Blueprint for Reimplementation¶
The future director should be a planner, not an operation runner. It should return one explicit decision value that describes what the caller must do next:
reject the request with a known error;
return original files;
run an operation with the original collection;
run an operation with catalog-resolved dataset sources.
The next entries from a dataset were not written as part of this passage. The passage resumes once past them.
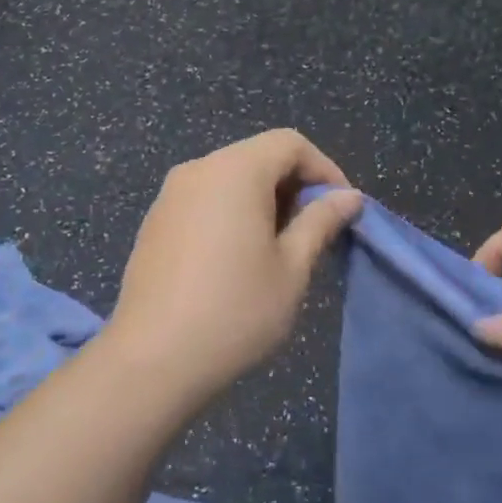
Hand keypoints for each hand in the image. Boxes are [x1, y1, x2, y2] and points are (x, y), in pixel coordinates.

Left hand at [103, 130, 361, 407]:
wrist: (153, 358)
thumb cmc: (235, 310)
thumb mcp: (292, 268)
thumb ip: (320, 222)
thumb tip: (348, 196)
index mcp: (235, 171)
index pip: (289, 144)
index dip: (324, 169)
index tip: (341, 210)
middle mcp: (197, 170)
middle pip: (257, 157)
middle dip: (293, 186)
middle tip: (314, 233)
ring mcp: (169, 196)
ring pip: (229, 179)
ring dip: (262, 201)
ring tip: (279, 249)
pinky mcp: (154, 223)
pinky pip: (203, 200)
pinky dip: (231, 213)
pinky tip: (237, 259)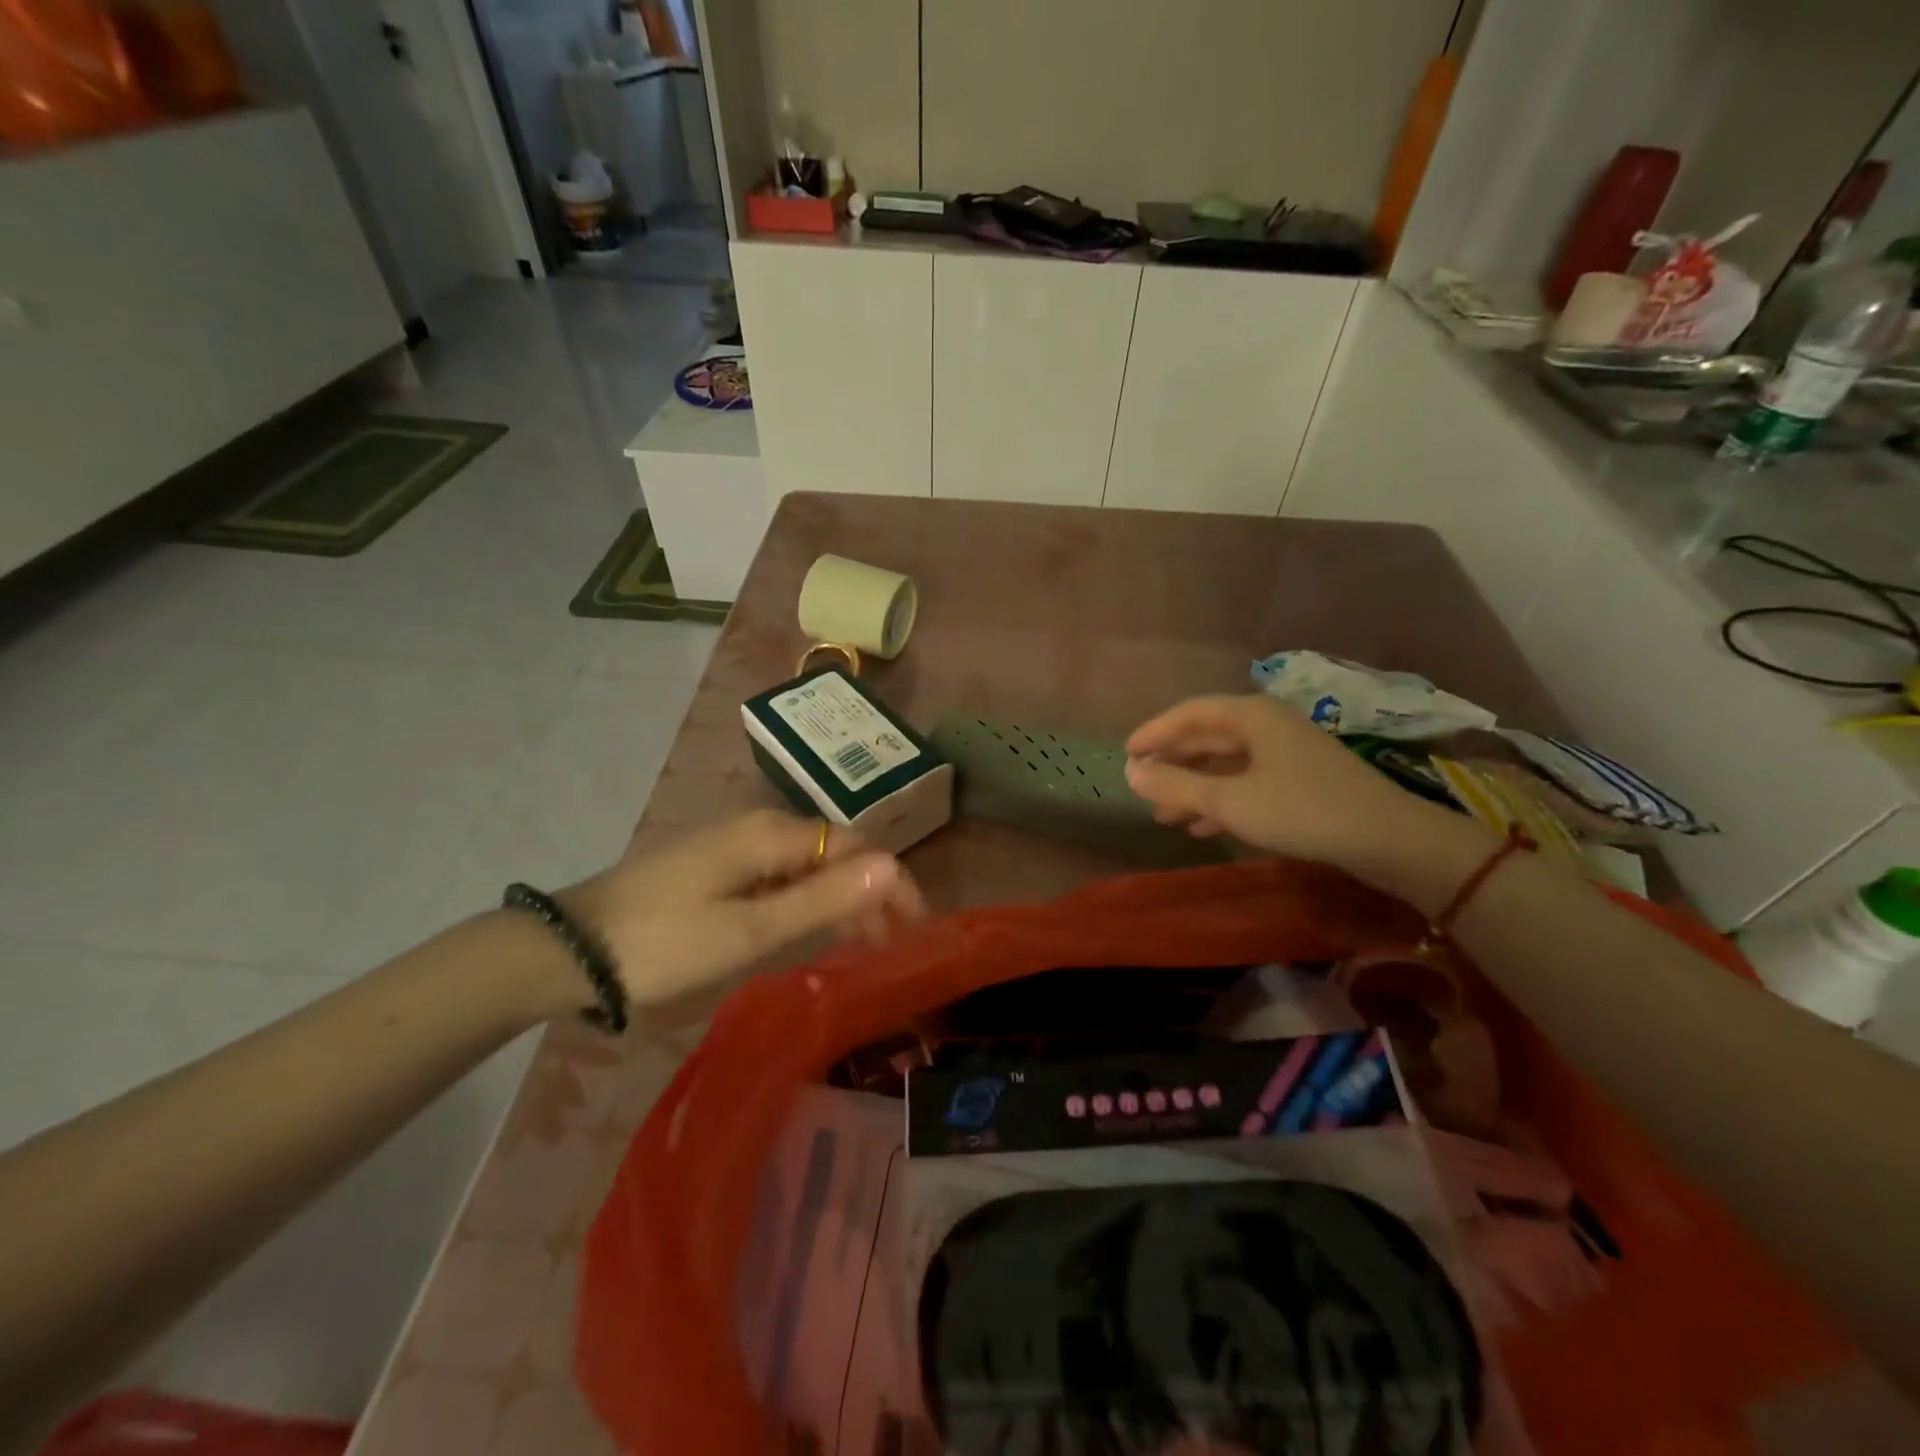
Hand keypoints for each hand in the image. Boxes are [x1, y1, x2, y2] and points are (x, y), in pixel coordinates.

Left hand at [559, 810, 927, 1008]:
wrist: (568, 950)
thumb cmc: (663, 943)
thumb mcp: (748, 929)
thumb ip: (822, 899)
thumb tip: (890, 867)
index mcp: (772, 834)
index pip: (857, 846)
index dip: (893, 882)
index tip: (916, 929)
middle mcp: (760, 827)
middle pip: (837, 851)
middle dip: (872, 891)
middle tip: (894, 945)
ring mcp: (736, 845)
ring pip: (811, 864)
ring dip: (843, 898)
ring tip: (864, 945)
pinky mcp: (718, 866)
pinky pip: (782, 875)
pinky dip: (809, 901)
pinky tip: (813, 929)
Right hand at [1124, 694, 1491, 889]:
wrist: (1388, 839)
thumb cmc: (1302, 810)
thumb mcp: (1230, 801)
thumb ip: (1177, 785)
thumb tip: (1129, 772)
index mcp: (1251, 716)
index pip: (1189, 713)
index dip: (1154, 732)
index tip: (1126, 753)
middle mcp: (1267, 726)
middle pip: (1207, 738)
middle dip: (1173, 764)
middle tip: (1142, 786)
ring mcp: (1286, 753)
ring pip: (1226, 764)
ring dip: (1194, 787)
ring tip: (1164, 815)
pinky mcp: (1300, 781)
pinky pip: (1247, 783)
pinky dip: (1221, 800)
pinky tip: (1203, 827)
The planner should keep these responsibilities separate:
input classification: workflow files versus collection IDs;
project and catalog resolution;
original-file eligibility;
subset-to-file alignment;
construction of operation sources;
WPS response and exception adaptation.
The execution side should be boring on purpose. Given a plan, it should either collect original-file URLs or prepare operation inputs and call the supplied runner. It should not repeat catalog decisions.
A future type model could make the decision tree easier to read in code:
RequestDecision = (
InvalidRequest
| ReturnOriginalFiles
| RunWithOriginalCollection
| RunWithResolvedSources
)
The important boundary is that catalog planning decides what should happen, while operation execution decides how to run the selected operation.